[The input]:
###

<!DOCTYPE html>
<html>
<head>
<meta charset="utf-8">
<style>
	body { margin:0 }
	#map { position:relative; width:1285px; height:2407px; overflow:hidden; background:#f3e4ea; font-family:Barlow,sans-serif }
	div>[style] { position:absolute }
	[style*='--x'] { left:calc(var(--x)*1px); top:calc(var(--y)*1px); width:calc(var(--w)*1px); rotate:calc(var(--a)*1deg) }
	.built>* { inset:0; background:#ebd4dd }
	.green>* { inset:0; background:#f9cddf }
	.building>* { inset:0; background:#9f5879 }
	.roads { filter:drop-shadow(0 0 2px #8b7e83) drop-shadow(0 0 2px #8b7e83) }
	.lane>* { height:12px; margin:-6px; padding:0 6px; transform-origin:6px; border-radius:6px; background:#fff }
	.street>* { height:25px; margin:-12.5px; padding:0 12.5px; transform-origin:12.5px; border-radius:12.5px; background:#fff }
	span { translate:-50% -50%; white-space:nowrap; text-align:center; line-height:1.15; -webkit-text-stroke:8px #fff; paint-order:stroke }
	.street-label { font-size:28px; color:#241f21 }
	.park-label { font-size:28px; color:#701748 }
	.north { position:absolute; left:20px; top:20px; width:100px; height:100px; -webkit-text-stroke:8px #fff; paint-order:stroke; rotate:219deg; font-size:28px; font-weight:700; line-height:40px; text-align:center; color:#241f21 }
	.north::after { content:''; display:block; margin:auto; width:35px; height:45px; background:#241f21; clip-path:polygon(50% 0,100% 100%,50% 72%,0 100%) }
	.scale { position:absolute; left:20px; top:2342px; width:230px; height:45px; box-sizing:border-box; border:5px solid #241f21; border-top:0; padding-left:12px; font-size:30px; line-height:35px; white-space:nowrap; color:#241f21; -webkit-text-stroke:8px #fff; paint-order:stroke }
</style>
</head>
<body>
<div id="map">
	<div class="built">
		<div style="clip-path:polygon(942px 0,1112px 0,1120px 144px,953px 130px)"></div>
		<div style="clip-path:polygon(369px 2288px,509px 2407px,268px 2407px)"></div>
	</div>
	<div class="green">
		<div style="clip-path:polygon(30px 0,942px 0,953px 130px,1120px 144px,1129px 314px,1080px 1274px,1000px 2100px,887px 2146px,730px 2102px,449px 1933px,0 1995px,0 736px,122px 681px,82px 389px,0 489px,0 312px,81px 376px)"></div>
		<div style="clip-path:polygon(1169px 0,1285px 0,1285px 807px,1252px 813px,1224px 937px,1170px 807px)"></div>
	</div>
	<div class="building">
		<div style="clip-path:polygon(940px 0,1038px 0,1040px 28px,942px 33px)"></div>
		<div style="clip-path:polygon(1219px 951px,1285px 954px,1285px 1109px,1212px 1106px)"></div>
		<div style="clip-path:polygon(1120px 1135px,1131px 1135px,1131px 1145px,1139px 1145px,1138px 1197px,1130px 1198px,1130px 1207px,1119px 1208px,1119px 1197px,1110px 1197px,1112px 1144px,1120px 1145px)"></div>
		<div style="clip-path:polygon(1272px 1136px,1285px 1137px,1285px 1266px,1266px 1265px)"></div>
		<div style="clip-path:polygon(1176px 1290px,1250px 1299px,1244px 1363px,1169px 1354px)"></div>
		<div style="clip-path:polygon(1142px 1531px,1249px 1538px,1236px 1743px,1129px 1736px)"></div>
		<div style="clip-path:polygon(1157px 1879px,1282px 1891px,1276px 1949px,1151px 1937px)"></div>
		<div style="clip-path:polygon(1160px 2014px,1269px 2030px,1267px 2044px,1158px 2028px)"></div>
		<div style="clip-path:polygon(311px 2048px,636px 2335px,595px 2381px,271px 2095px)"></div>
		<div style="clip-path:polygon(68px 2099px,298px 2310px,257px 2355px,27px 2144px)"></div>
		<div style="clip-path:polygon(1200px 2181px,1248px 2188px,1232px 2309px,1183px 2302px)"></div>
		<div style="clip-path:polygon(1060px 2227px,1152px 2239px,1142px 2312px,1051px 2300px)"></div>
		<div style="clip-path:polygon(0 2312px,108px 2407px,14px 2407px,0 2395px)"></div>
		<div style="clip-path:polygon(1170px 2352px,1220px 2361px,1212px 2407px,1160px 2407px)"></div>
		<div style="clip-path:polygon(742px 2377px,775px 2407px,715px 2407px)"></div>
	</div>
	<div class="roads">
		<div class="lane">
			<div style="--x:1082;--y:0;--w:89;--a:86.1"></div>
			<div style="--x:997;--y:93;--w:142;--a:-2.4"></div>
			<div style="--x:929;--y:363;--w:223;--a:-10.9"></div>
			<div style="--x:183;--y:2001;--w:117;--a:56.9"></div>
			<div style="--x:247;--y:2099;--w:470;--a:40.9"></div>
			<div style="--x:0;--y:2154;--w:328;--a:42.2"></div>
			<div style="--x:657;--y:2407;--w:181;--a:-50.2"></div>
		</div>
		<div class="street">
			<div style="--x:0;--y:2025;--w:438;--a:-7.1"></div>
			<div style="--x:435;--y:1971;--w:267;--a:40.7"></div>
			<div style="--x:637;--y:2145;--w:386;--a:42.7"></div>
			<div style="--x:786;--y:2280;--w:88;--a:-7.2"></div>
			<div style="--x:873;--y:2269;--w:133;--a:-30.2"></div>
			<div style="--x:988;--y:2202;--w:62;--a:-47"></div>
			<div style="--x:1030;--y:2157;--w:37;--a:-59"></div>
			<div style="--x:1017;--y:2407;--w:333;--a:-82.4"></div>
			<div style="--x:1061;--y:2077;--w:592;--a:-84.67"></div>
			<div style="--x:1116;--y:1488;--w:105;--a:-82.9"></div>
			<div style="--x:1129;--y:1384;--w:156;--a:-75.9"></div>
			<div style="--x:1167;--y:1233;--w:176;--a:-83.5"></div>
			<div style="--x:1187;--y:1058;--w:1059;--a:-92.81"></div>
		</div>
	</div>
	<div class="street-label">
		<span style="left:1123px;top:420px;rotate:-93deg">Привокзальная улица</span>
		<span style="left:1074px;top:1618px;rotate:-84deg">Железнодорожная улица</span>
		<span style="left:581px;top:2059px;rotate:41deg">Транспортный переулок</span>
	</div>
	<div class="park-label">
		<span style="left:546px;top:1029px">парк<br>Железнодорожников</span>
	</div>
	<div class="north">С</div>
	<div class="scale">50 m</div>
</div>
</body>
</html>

###

[Exercise brief]:
Run a filter over the data above and keep each line that contains the word "lane".

[The answer]:
	.lane>* { height:12px; margin:-6px; padding:0 6px; transform-origin:6px; border-radius:6px; background:#fff }
		<div class="lane">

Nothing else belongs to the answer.